A Dictionary of Sociology | 1998 | | © A Dictionary of Sociology 1998, originally published by Oxford University Press 1998. (Hide copyright information) Copyright

middle class, middle classes In many ways this is the least satisfactory term which attempts in one phrase to define a class sharing common work and market situations. The middle stratum of industrial societies has expanded so much in the last hundred years that any category which embraces both company directors and their secretaries must be considered somewhat inadequate.

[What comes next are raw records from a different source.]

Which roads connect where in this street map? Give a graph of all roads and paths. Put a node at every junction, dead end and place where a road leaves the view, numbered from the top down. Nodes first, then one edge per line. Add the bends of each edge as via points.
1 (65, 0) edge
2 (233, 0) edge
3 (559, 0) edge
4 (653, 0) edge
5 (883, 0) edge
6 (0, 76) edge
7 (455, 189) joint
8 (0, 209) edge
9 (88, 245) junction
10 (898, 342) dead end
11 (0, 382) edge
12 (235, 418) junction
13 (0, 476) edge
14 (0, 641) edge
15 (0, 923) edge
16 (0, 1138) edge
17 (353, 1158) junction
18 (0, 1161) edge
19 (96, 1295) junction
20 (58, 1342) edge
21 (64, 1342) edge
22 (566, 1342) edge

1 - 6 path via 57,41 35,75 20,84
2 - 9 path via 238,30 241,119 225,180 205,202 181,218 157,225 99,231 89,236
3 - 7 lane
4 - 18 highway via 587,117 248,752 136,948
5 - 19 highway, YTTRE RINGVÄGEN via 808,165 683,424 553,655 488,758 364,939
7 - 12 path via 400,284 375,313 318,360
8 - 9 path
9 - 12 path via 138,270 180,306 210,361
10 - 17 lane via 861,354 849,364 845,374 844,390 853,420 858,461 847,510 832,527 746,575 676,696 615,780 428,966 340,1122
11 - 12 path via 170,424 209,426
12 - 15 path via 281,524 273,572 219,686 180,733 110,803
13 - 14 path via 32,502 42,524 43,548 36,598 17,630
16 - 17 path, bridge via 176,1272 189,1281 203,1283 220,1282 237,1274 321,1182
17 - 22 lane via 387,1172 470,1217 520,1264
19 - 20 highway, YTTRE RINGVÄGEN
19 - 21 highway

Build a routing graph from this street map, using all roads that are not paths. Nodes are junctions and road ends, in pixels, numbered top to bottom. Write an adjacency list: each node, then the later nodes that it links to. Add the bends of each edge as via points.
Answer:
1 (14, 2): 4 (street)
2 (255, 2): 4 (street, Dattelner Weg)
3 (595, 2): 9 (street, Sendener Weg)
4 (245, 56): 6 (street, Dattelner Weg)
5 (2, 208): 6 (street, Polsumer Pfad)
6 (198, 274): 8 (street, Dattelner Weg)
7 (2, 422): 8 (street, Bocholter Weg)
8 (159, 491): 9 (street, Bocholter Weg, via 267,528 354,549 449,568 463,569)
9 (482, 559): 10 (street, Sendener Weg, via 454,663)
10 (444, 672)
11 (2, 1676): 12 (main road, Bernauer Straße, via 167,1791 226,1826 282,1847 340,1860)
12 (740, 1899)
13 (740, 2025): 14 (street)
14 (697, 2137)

In popular perception, all white-collar work is middle class, but sociologically it is necessary to sub-divide this class into distinct groups sharing similar market, work, and status situations. For example, John H. Goldthorpe (Social Mobility and Class Structure in Modern Britain, 1980) distinguishes the service class of senior managers and professionals; the junior or subaltern service class of lower professionals such as teachers, junior managers, and administrators; routine non-manual workers such as clerks and secretaries; and owners of small businesses (the traditional petit-bourgeoisie). Conventionally, the service class is referred to as the upper-middle class; the junior service class as the middle class proper; and the others as the lower-middle class. Thus defined, in Britain the upper-middle class comprises some 10 per cent of the population; the middle class accounts for around 20 per cent; and the lower-middle class takes in a further 20 per cent. Taken together, therefore, the middle class is the largest single class in the overall structure.

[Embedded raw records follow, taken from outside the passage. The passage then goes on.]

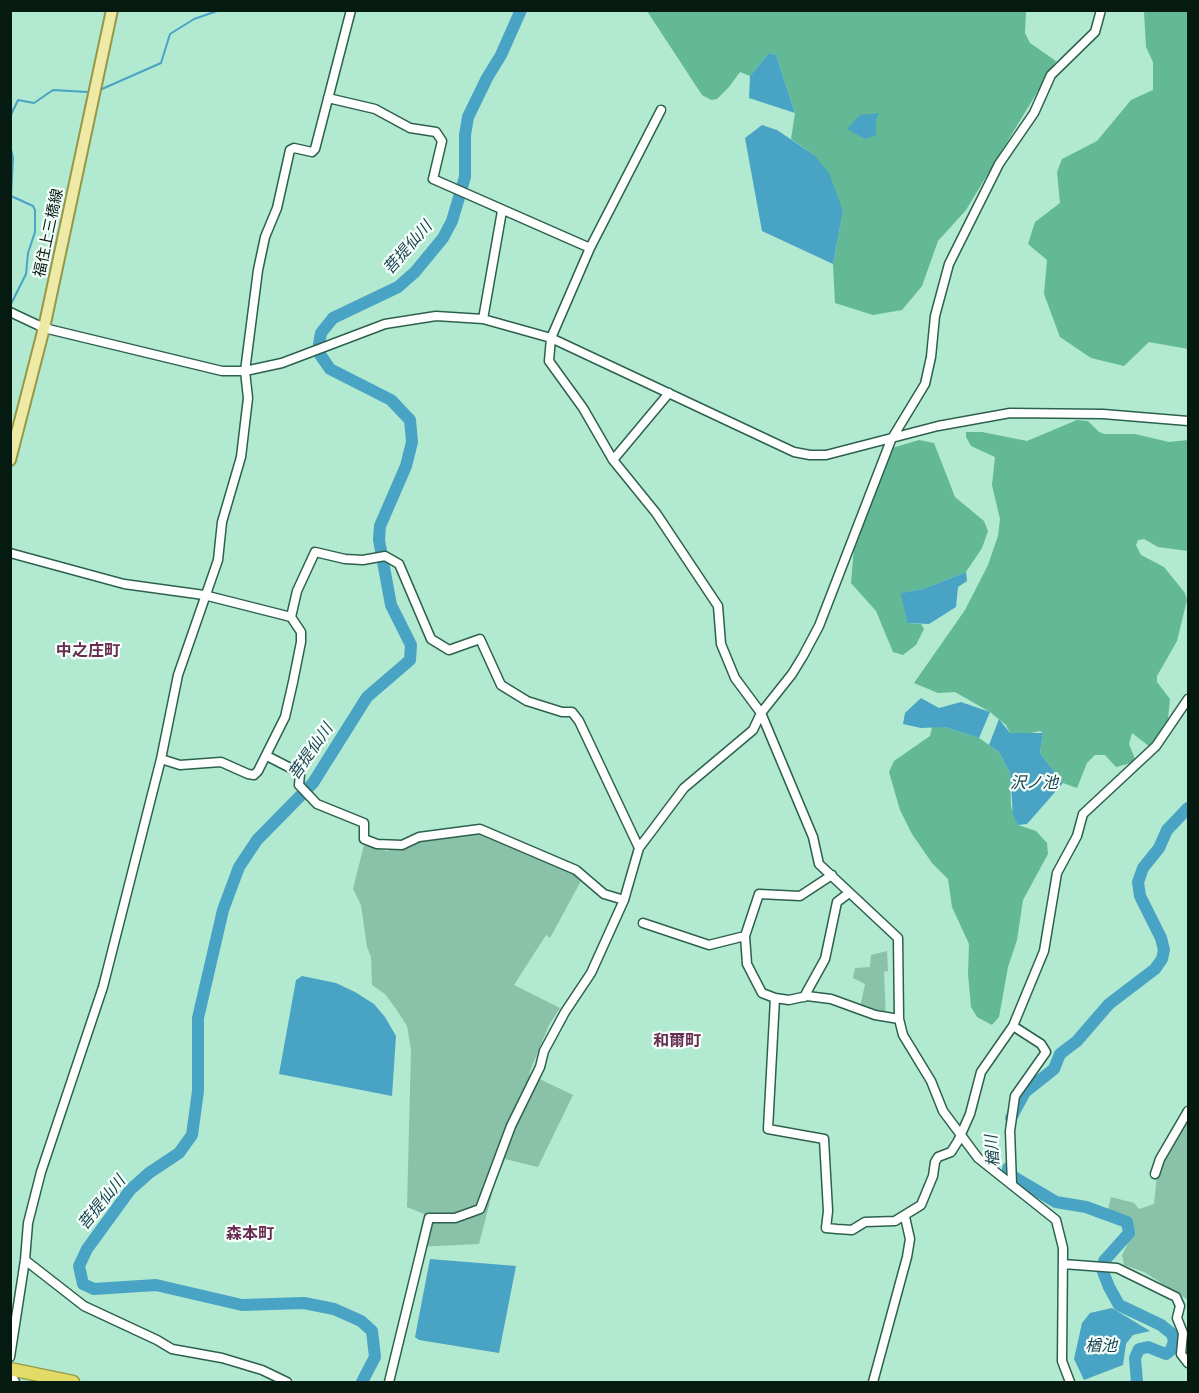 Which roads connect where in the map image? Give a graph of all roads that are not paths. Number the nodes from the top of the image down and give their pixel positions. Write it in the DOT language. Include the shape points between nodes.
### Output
graph roads {
  1 [pos="112,10"];
  2 [pos="351,10"];
  3 [pos="1101,10"];
  4 [pos="328,98"];
  5 [pos="661,110"];
  6 [pos="502,211"];
  7 [pos="590,248"];
  8 [pos="11,312"];
  9 [pos="483,319"];
  10 [pos="44,328"];
  11 [pos="551,338"];
  12 [pos="245,371"];
  13 [pos="669,393"];
  14 [pos="1188,421"];
  15 [pos="891,440"];
  16 [pos="10,460"];
  17 [pos="613,460"];
  18 [pos="10,552"];
  19 [pos="204,595"];
  20 [pos="291,617"];
  21 [pos="1188,699"];
  22 [pos="761,713"];
  23 [pos="267,756"];
  24 [pos="161,759"];
  25 [pos="639,848"];
  26 [pos="832,874"];
  27 [pos="849,893"];
  28 [pos="624,900"];
  29 [pos="643,923"];
  30 [pos="745,936"];
  31 [pos="804,997"];
  32 [pos="775,998"];
  33 [pos="899,1019"];
  34 [pos="1013,1026"];
  35 [pos="1188,1111"];
  36 [pos="961,1133"];
  37 [pos="1155,1174"];
  38 [pos="1012,1184"];
  39 [pos="905,1217"];
  40 [pos="25,1260"];
  41 [pos="1063,1264"];
  42 [pos="10,1357"];
  43 [pos="1188,1363"];
  44 [pos="10,1371"];
  45 [pos="15,1383"];
  46 [pos="73,1383"];
  47 [pos="287,1383"];
  48 [pos="389,1383"];
  49 [pos="873,1383"];
  50 [pos="1070,1383"];
  1 -- 10 [label="main road, 福住上三橋線"];
  2 -- 4 [label="street"];
  3 -- 15 [label="street" via="1095,32 1051,75 1034,113 999,164 949,264 925,384"];
  4 -- 6 [label="street" via="375,109 410,128 436,132 442,141 433,179"];
  4 -- 12 [label="street" via="314,151 294,148 289,153 258,270"];
  5 -- 7 [label="street"];
  6 -- 7 [label="street"];
  6 -- 9 [label="street"];
  7 -- 11 [label="street"];
  8 -- 10 [label="street"];
  9 -- 11 [label="street"];
  9 -- 12 [label="street" via="436,316 385,324 282,363"];
  10 -- 12 [label="street" via="222,371"];
  10 -- 16 [label="main road, 福住上三橋線"];
  11 -- 13 [label="street"];
  11 -- 17 [label="street" via="549,361 583,408"];
  12 -- 19 [label="street" via="248,398 241,457 222,522 210,590"];
  13 -- 15 [label="street" via="794,452 826,455"];
  13 -- 17 [label="street"];
  14 -- 15 [label="street" via="1010,412"];
  15 -- 22 [label="street" via="819,626 792,674"];
  17 -- 22 [label="street" via="656,513 718,606 722,644 735,678"];
  18 -- 19 [label="street" via="124,584"];
  19 -- 20 [label="street"];
  19 -- 24 [label="street" via="178,675"];
  20 -- 23 [label="street" via="301,632 301,642 285,717"];
  20 -- 25 [label="street" via="297,591 315,552 345,559 385,556 399,564 431,639 449,650 480,639 501,685 527,701 572,712"];
  21 -- 34 [label="street" via="1156,746 1083,814 1077,836 1057,873 1044,951"];
  22 -- 25 [label="street" via="753,730 684,788"];
  22 -- 26 [label="street" via="813,837 819,864"];
  23 -- 24 [label="street" via="254,775 221,762 180,765"];
  23 -- 28 [label="street" via="300,773 298,785 317,804 364,823 364,839 402,845 419,837 480,829 576,870 604,894"];
  24 -- 40 [label="street" via="103,987 41,1172 28,1224"];
  25 -- 28 [label="street"];
  26 -- 27 [label="street"];
  26 -- 30 [label="street" via="800,896 759,894"];
  27 -- 31 [label="street" via="837,902 825,959"];
  27 -- 33 [label="street" via="898,938"];
  28 -- 48 [label="street" via="591,973 544,1051 480,1209 454,1218 429,1218"];
  29 -- 30 [label="street" via="709,945"];
  30 -- 32 [label="street" via="751,971 762,993"];
  31 -- 32 [label="street"];
  31 -- 33 [label="street" via="831,999"];
  32 -- 39 [label="street" via="768,1129 824,1139 826,1228 852,1230 865,1222"];
  33 -- 36 [label="street" via="903,1035 931,1081 943,1111"];
  34 -- 36 [label="street" via="981,1072"];
  34 -- 38 [label="street" via="1041,1044 1046,1052 1015,1096 1010,1131"];
  35 -- 37 [label="street"];
  36 -- 38 [label="street" via="978,1158"];
  36 -- 39 [label="street" via="951,1152 935,1162 921,1205"];
  38 -- 41 [label="street" via="1056,1220"];
  39 -- 49 [label="street" via="910,1239 907,1257"];
  40 -- 42 [label="street"];
  40 -- 47 [label="street" via="84,1306 172,1349 222,1358 262,1370"];
  41 -- 43 [label="street" via="1117,1268 1176,1297 1180,1306 1177,1318 1183,1333 1181,1353"];
  41 -- 50 [label="street" via="1062,1361"];
  44 -- 45 [label="street"];
  44 -- 46 [label="highway"];
}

However, some sociologists (especially those of a Marxist persuasion) would not accept that most routine white-collar workers were middle class, on the grounds that their employment situation is generally equivalent (or even inferior) to that of many working-class people. They prefer to call this group the new working class. This is not a view which most white-collar workers themselves share, nor one which is substantiated by sociological evidence. Equally, the term ‘middle class’ is now often used by journalists and politicians to refer to what might better be called the ‘middle mass’ of those earning somewhere close to average incomes. Evidence from Gordon Marshall et al.'s national study of Social Class in Modern Britain (1984) shows that ordinary people are somewhat more discriminating. For example, 35 per cent of the sample defined the middle-class as professionals; 11 per cent mentioned managers; only 7 per cent talked of the middle class as being all white-collar workers.

As with the term upper class, distinctions can be made between the ‘old’ and ‘new’ middle class. The former generally refers to the petite bourgeoisie and independent professionals (whose existence as distinct groups pre-dates the twentieth-century expansion of the class as a whole), while the latter refers to all other elements of the middle class: that is, salaried professionals, administrators and officials, senior managers, and higher-grade technicians who together form the service class, and routine non-manual employees, supervisors, and lower-grade technicians who form a more marginal middle class (or, in Marxist terms, a new working class). See also CLASS POSITION; CONTRADICTORY CLASS LOCATION; PROLETARIANIZATION.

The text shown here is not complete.